RESPONDENT No. 42: There’s not much practical actualism action going on this list right now, hmm? well, I’ve had a few experiences I’ll put out there.

I recently remembered a PCE, which was helpful because before this I could only go on how much practical sense actualism made, and take other’s word for it that this grand experience was possible. Thus I was unable to connect with ‘pure intent’ and unable to have a marker to compare various other experiences by. The distinct quality in the experience for me was not having to look into my surroundings – no piercing awareness of it was necessary, because, as I have heard described before, there was absolutely no distance between what I saw and my eyes. The experience occurred during a boring lecture, in a bland, almost empty lecture-hall, and it all made no difference because all I saw was fascinating. I have no recollection of other sensory experiences, hearing, feeling, and such though, and I do not have a distinct memory of what type of thoughts were occurring, or whether ‘I’ was there. But nevertheless, it was good enough for me.

An item I noticed in practicing the method was how long it’s taken me to get a hold of how the method actually works. I recently heard someone on the list describe the method as incredibly simple, and I do agree the more I find out how it works. My experience is that I interpreted the words and descriptions of the method in as many possible ways as I could without comprehending the simplicity of the method. I came up with all these explanations and method ‘add-ons’ that would help me- it seems all they did was postpone discoveries. For example I would try to tackle entire instincts at a time- either aggression, nurture, desire, or fear. or I would try to tack-on other psychology bits and pieces and such. and try to uproot the conditioning that way. A lot of it was me thinking the method was too simple, and not enough, and that I needed to find my own way through it all.

I recently noticed that sometimes, I have even turned actualism into another layer of my identity – all it did in these cases was keep me from investigating. I would notice a particular problem and before I could go into it I would say ‘I’ve gone over this before, I’m an actualist, and thus it should be gone’ and go on feeling bad about failure, or ignore the feeling, or whatever traditional escape I came up with.

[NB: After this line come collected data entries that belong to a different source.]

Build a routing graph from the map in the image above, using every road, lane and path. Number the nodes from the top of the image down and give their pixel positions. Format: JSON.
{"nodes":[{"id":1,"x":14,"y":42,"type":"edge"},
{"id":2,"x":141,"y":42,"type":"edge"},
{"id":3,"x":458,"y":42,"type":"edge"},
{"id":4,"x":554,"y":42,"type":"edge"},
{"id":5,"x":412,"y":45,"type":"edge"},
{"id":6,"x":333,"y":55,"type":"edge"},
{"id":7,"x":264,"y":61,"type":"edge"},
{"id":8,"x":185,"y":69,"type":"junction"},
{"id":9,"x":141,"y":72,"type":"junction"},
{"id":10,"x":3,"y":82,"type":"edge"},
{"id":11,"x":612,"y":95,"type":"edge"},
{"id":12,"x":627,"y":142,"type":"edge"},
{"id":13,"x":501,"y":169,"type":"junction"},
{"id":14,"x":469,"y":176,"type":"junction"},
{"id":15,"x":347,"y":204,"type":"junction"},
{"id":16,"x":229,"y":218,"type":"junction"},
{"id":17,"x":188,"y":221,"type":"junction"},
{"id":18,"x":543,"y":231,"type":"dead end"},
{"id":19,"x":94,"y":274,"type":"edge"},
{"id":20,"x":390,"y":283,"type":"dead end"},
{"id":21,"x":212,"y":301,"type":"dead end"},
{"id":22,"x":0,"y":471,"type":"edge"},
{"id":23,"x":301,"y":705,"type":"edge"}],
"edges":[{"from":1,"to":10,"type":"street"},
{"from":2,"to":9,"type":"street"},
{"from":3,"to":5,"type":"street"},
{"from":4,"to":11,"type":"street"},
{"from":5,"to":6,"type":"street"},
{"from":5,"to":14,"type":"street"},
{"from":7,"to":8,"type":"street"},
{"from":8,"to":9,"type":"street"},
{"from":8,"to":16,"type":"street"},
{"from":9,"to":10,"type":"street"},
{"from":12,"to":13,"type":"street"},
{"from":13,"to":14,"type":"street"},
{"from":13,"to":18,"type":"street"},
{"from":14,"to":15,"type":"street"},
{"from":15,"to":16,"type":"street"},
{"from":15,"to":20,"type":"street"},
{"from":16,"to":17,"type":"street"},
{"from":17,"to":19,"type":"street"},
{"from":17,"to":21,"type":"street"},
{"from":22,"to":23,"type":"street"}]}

However, I don’t that if I had just stuck to the words in the presentation of the method from the very beginning if it would have helped. The words apparently just did not click with practicality as they do now – but I needed the experiences of taking the method the wrong way, and the ensuing frustration, to understand bit by bit what the method was about. It requires that I be able to experientially know what the words are talking about, and as they made sense at the first read, I didn’t ‘understand’ them in this necessary sense.

Just recently I have been able to identify what was going on in with my identity and then I saw the particular bit of social conditioning around the issue and was able to say ‘that is ridiculous’. before I could examine the whole thing, but was unable to let go of it, for whatever reason.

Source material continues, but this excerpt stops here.